§ **MATERIAL SHOWN**:
************

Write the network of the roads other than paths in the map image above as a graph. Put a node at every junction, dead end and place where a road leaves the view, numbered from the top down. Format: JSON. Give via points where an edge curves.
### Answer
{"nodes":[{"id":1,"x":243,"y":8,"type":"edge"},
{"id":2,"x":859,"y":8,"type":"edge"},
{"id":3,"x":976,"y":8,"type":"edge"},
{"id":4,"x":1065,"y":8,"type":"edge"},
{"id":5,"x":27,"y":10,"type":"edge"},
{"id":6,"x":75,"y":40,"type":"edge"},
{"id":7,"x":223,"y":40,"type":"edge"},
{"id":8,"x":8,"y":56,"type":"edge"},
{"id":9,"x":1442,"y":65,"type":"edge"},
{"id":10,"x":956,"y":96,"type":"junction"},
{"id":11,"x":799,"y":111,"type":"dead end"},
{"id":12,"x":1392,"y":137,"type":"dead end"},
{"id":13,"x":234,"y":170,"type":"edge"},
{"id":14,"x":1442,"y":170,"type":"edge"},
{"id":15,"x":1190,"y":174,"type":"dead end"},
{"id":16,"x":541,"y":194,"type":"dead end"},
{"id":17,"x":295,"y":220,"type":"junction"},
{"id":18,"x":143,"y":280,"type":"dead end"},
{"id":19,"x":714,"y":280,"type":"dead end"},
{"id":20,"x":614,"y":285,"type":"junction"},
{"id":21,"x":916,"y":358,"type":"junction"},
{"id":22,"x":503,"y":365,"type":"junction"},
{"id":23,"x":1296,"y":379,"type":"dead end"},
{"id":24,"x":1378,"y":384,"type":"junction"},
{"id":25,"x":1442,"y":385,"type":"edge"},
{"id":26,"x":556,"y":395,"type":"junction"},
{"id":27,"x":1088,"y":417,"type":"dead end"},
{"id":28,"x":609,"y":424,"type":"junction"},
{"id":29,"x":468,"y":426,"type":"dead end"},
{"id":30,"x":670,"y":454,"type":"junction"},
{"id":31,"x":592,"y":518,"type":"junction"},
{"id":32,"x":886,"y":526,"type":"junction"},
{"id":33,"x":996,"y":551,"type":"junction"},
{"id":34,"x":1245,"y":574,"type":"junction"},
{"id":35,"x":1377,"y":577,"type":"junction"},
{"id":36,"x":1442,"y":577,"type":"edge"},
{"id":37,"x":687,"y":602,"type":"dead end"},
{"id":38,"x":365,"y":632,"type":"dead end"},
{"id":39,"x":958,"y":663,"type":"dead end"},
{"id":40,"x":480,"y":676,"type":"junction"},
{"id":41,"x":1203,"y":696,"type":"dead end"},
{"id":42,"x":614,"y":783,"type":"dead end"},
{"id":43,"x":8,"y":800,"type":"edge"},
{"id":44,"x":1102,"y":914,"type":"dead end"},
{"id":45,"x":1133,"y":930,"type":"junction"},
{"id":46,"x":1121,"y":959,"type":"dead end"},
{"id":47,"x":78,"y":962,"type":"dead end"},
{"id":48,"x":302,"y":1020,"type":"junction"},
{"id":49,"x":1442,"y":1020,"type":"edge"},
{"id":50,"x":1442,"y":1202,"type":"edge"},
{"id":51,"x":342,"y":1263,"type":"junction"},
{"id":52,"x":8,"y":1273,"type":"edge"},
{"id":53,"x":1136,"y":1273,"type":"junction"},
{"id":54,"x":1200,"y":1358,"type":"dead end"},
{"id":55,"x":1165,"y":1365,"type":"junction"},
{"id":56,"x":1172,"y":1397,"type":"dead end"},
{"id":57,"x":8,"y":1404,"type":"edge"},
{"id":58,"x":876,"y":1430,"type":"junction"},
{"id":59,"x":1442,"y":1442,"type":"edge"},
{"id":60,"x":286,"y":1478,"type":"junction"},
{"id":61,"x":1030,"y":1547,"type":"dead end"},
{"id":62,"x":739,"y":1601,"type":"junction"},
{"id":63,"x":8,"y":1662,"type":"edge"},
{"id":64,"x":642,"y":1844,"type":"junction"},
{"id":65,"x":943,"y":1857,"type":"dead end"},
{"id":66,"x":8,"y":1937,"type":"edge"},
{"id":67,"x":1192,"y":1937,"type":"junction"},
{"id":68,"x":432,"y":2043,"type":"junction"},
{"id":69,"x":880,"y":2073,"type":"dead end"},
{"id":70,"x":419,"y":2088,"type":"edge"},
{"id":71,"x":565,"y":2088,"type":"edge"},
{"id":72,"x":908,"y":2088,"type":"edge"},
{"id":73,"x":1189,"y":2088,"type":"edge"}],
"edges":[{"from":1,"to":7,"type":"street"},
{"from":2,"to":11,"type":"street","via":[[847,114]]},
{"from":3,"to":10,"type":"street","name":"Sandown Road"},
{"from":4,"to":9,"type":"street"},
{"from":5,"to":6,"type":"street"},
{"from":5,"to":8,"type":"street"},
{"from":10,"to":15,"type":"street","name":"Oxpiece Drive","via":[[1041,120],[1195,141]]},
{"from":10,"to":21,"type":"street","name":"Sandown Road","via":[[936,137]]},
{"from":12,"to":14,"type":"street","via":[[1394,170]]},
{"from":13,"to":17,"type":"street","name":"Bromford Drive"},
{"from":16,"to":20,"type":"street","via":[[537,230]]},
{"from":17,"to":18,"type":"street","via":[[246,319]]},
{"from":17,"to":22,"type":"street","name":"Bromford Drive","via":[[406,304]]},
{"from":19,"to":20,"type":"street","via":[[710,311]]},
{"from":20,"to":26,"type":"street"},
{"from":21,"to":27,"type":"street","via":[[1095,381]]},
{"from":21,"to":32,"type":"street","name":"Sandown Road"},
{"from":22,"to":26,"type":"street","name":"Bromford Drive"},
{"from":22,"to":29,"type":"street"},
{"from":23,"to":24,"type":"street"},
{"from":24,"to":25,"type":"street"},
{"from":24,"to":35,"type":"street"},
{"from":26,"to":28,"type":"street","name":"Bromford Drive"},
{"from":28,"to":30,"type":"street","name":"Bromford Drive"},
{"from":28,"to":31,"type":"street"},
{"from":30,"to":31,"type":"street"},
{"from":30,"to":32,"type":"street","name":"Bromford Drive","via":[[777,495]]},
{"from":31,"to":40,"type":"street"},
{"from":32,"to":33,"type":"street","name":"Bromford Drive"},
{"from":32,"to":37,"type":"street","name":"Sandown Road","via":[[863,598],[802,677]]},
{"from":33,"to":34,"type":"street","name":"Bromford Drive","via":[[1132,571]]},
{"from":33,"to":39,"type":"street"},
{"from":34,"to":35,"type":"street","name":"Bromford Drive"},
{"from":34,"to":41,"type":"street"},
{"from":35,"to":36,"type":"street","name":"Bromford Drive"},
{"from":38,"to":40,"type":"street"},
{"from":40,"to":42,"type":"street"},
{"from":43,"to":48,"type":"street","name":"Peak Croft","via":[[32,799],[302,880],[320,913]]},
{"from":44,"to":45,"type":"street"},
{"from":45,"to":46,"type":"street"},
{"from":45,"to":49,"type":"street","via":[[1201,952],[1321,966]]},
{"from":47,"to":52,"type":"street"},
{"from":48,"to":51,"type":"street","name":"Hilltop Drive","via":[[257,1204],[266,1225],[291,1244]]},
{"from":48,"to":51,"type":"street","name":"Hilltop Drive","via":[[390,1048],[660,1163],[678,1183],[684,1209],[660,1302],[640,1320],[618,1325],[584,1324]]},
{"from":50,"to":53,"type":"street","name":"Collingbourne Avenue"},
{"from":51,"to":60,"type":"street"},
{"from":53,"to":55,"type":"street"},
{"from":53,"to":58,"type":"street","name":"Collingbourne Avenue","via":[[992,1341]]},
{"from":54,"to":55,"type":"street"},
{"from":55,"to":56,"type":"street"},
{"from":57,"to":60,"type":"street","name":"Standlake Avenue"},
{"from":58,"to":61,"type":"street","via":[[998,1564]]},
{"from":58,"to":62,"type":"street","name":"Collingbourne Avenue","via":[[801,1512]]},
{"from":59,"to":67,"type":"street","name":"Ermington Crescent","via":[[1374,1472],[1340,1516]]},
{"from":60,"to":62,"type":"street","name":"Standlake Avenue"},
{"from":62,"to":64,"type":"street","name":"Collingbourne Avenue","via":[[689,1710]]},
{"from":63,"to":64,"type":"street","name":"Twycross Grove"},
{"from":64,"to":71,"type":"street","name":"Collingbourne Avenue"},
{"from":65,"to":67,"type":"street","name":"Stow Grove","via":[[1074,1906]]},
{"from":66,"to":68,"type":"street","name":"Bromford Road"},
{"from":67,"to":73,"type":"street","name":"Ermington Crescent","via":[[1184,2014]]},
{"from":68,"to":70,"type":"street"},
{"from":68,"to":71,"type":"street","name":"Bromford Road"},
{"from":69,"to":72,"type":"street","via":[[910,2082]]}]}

************

§ **WORK INSTRUCTIONS**: Select all lines in the listing above where the word "Sandown" appears, and show them.

§ **REPLY**:
{"from":3,"to":10,"type":"street","name":"Sandown Road"},
{"from":10,"to":21,"type":"street","name":"Sandown Road","via":[[936,137]]},
{"from":21,"to":32,"type":"street","name":"Sandown Road"},
{"from":32,"to":37,"type":"street","name":"Sandown Road","via":[[863,598],[802,677]]},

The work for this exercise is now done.